Katz is also looking to expand the use of eConsult, sometimes termed eReferral or eCR, a digital means of seeing patients that make it easier for primary care providers and specialists to communicate about and co-manage patients when appropriate. For those primary care patients who have specialty problems and need some way to get additional help, eConsult takes care of the specialty focus. It allows the patients to "see" specialist who can then determine if a face-to-face visit is needed.
Making this massive shift will not only be good for patients, but he said it will secure the system's financial future as well. Right now that future forecast includes a substantial funding gap that could reach $1.8 billion by 2020. It's a problem he has faced before in his previous role as the leader of the Los Angeles County Health Agency, the second largest public health system in the country. That system faced a $250 million budget gap in 2011 when he headed up the Department of Health Services and, by the time he left in in late 2017, it had a $560 million surplus.

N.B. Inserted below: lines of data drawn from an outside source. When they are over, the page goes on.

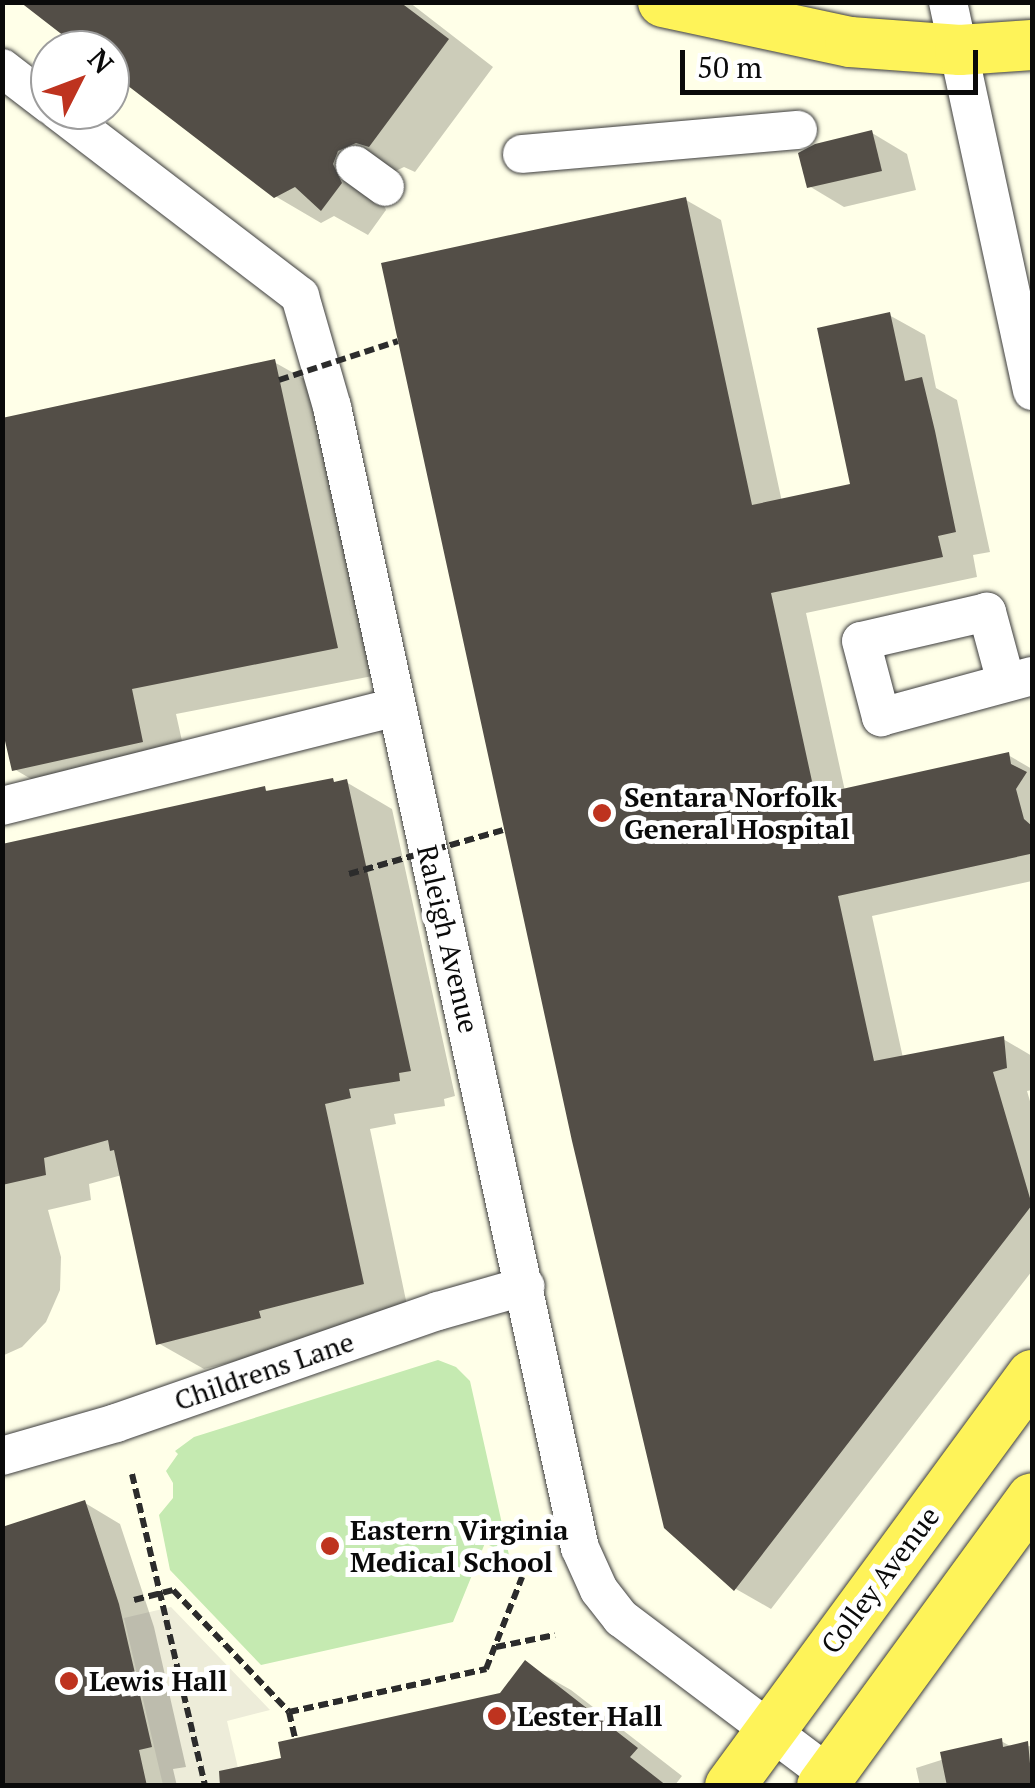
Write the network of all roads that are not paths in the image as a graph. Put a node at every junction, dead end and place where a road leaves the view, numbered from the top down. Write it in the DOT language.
graph roads {
  1 [pos="663,2"];
  2 [pos="954,26"];
  3 [pos="1032,45"];
  4 [pos="2,68"];
  5 [pos="30,90"];
  6 [pos="83,130"];
  7 [pos="798,130"];
  8 [pos="522,154"];
  9 [pos="1032,392"];
  10 [pos="394,707"];
  11 [pos="2,806"];
  12 [pos="526,1286"];
  13 [pos="1032,1376"];
  14 [pos="2,1456"];
  15 [pos="1032,1498"];
  16 [pos="769,1730"];
  17 [pos="826,1780"];
  18 [pos="730,1786"];
  1 -- 2 [label="main road"];
  2 -- 3 [label="main road"];
  2 -- 9 [label="street"];
  4 -- 5 [label="street"];
  6 -- 10 [label="street, Raleigh Avenue"];
  7 -- 8 [label="street"];
  10 -- 11 [label="street"];
  10 -- 12 [label="street, Raleigh Avenue"];
  12 -- 14 [label="street, Childrens Lane"];
  12 -- 16 [label="street, Raleigh Avenue"];
  13 -- 16 [label="main road, Colley Avenue"];
  15 -- 17 [label="main road"];
  16 -- 17 [label="street, Raleigh Avenue"];
  16 -- 18 [label="main road, Colley Avenue"];
}
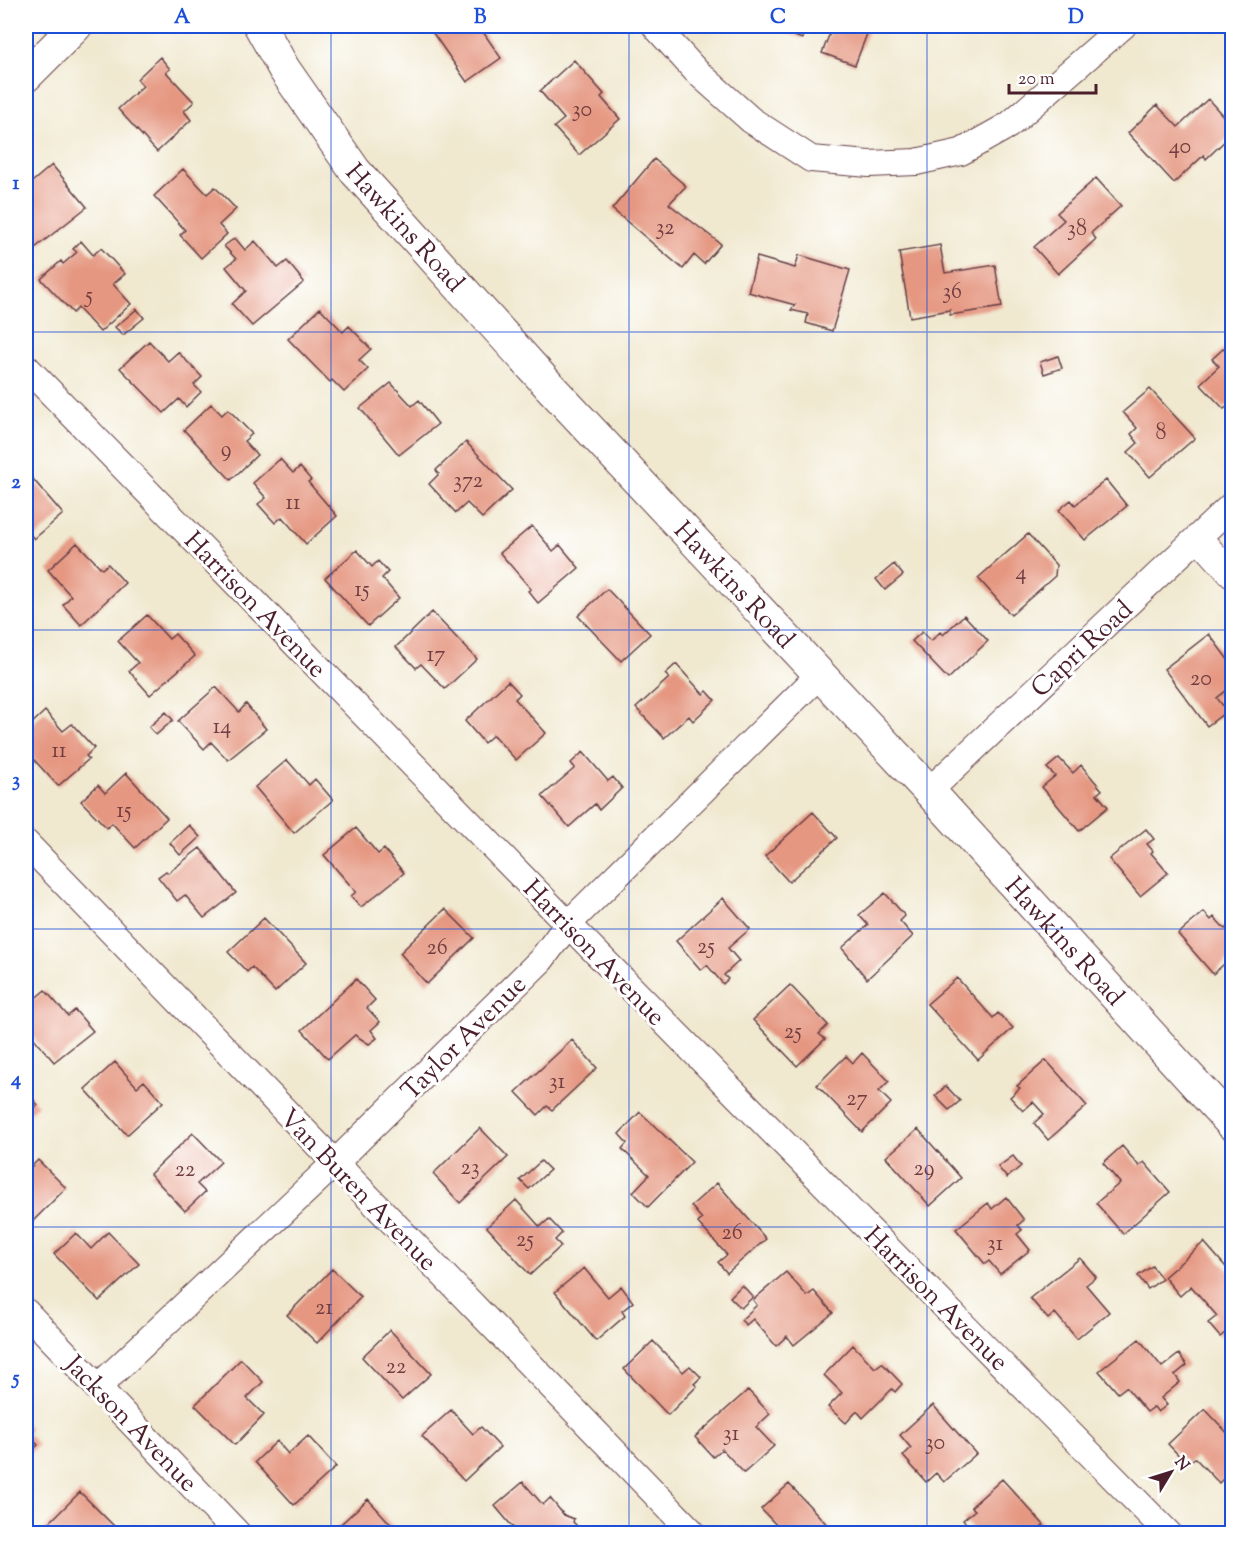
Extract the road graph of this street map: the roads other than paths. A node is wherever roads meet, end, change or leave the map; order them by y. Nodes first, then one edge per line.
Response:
1 (76, 26) edge
2 (260, 26) edge
3 (655, 26) edge
4 (1123, 26) edge
5 (26, 76) edge
6 (26, 367) edge
7 (1233, 505) edge
8 (1198, 537) junction
9 (1233, 575) edge
10 (819, 675) junction
11 (929, 791) junction
12 (26, 843) edge
13 (568, 924) junction
14 (1233, 1124) edge
15 (334, 1164) junction
16 (26, 1312) edge
17 (97, 1388) junction
18 (238, 1533) edge
19 (694, 1533) edge
20 (1169, 1533) edge

1 - 5 street
2 - 10 street, Hawkins Road
3 - 4 street
6 - 13 street, Harrison Avenue
7 - 8 street, Capri Road
8 - 9 street
8 - 11 street, Capri Road
10 - 11 street, Hawkins Road
10 - 13 street, Taylor Avenue
11 - 14 street, Hawkins Road
12 - 15 street, Van Buren Avenue
13 - 15 street, Taylor Avenue
13 - 20 street, Harrison Avenue
15 - 17 street, Taylor Avenue
15 - 19 street, Van Buren Avenue
16 - 17 street, Jackson Avenue
17 - 18 street, Jackson Avenue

Katz said he employed a similar philosophy and model in L.A. to what he has planned for H+H and he has pledged that the H+H system will not have a funding gap in 2020.
"We will close the funding gap by decreasing administrative expenses through using less consultants, less administration and costs, and increasing revenue through better billing, attracting paying patients, more insurance contracts, and providing services that have better rates of reimbursement." he said. "Providing primary care homes is both a good economic strategy and was a lot of the success I had in Los Angeles. I want to bring that here to New York City because in that sense there is a similarity. Los Angeles was a very hospital-focused system when I got there and was a more primary care focused system when I left. I hope to do the same thing here."
Like most health systems, H+H uses consultants for specialized IT, workforce, financial, and legal matters, among others. In March, Katz announced he had already eliminated $16 million in consultant costs over the past three months.
The system said they will not cut back on the use of consultants to help build out the EMR and then train staff on how to use it. The system adopted the Epic EMR in 2017.
Another thing he plans to do at H+H that he did in California is continue to see patients, despite the sizable burden on him to lead H+H back to the black, and with a reshaped vision for the future. Seeing patients, he said, is a very good way to see what works in your system and what doesn't work in your system. Part of his job is to know well those ins and outs, and you get a good view of that when you see patients. It's also still his passion, he says, and it's consistent with being a good administrator.
"I never ask anyone to do anything I myself am not willing to do. It seems like a funny kind of statement to be walking around saying primary care is really important but I don't do it," Katz said. "If it's so important why wouldn't I do it? It's just a way of making it clear that I really do think it's important and I like the idea of developing long-term relationships and helping them with their medical and non-medical struggles. I want other people to do that as well."